Let's face it, Brown was put in a delicate situation when asked to compare those two. But to his credit, he answered as honestly as he could without creating an ESPN-fueled controversy.
I appreciate what he had to say and his willingness to say it. I also believe it's not hard to read between the lines, especially when he spoke of Kobe's and LeBron's differing personalities.
They're both incredibly famous and enormously talented, but it seems they're not motivated by the same things.
"LeBron, he's a guy that likes to laugh and joke and he knows there's a time to be serious," Brown said. "He's youthful, I guess. That's probably the word, where Kobe is not as much. Kobe is more serious-minded, but Kobe knows how to have fun in his own way too."
Yes, he's definitely more serious-minded. Anybody who's ever watched him play, who's ever seen that fierce -- and sometimes annoying--- look in his eyes, knows he's very serious when it comes to basketball.
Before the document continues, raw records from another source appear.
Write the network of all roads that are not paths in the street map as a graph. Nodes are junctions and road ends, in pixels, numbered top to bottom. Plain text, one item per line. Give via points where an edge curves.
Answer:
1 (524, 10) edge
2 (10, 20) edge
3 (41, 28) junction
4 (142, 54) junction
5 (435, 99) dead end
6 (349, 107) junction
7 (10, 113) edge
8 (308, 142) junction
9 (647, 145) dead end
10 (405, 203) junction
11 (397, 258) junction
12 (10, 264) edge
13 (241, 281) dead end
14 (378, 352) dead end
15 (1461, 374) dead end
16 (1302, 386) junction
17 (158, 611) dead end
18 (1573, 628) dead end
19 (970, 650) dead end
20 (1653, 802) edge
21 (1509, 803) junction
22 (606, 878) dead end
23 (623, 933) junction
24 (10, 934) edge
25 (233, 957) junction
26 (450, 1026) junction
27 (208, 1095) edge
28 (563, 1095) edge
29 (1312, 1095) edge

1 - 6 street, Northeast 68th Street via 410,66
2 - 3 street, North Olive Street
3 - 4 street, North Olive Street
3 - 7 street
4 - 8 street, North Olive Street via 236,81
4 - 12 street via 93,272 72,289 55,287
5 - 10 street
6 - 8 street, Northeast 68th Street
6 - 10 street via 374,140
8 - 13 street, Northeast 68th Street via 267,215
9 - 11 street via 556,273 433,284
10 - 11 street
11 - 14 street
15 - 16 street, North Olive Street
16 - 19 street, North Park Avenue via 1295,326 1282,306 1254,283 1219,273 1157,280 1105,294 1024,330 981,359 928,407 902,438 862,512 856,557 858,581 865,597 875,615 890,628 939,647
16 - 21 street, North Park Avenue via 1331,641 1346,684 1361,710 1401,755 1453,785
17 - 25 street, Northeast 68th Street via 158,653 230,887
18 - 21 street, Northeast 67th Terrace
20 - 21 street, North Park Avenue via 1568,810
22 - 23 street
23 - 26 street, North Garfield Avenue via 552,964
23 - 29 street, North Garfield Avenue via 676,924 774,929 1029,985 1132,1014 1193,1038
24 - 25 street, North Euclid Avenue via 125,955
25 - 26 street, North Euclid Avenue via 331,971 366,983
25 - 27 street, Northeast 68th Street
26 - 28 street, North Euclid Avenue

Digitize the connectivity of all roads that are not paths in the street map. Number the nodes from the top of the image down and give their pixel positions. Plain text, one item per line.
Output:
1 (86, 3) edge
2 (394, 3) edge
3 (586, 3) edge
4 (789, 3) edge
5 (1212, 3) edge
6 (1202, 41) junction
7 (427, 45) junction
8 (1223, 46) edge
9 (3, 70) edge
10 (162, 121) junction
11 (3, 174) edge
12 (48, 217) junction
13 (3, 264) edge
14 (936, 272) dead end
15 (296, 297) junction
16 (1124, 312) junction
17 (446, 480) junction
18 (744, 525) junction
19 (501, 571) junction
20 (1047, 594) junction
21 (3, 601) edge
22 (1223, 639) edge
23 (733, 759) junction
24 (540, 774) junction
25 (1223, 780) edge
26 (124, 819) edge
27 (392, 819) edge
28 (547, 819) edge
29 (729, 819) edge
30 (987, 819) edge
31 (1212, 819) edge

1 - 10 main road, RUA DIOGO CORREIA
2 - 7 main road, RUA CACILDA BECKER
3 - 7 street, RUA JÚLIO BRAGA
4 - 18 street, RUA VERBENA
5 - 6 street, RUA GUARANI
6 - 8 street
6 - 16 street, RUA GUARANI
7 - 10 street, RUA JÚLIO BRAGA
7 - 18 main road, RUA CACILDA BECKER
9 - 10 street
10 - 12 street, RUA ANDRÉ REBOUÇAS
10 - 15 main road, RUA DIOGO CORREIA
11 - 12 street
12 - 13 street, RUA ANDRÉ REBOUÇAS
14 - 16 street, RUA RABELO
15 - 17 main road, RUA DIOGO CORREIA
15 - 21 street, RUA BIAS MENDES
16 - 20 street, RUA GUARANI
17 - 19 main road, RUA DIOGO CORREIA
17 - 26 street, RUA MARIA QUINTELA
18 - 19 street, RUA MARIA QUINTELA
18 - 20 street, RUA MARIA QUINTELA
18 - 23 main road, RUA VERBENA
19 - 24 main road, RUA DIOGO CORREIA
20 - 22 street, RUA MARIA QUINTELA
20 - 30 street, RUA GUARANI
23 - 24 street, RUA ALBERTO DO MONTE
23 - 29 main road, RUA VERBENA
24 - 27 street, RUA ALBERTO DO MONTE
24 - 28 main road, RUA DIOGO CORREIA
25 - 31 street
The tail-end of Brown's last quote is particularly interesting.
"... Kobe knows how to have fun in his own way too."
Uh-huh. And any Jazz fan will tell you Kobe's idea of fun is silencing 19,000 screaming fans with a flick of his wrist and the swish of a net.
See, unlike LeBron, he's never been the kind of guy who needs to be loved. In fact, I'm pretty sure he feeds off the hatred. That's why when he visits other arenas -- like EnergySolutions -- and hears the booing, it often ignites something inside him.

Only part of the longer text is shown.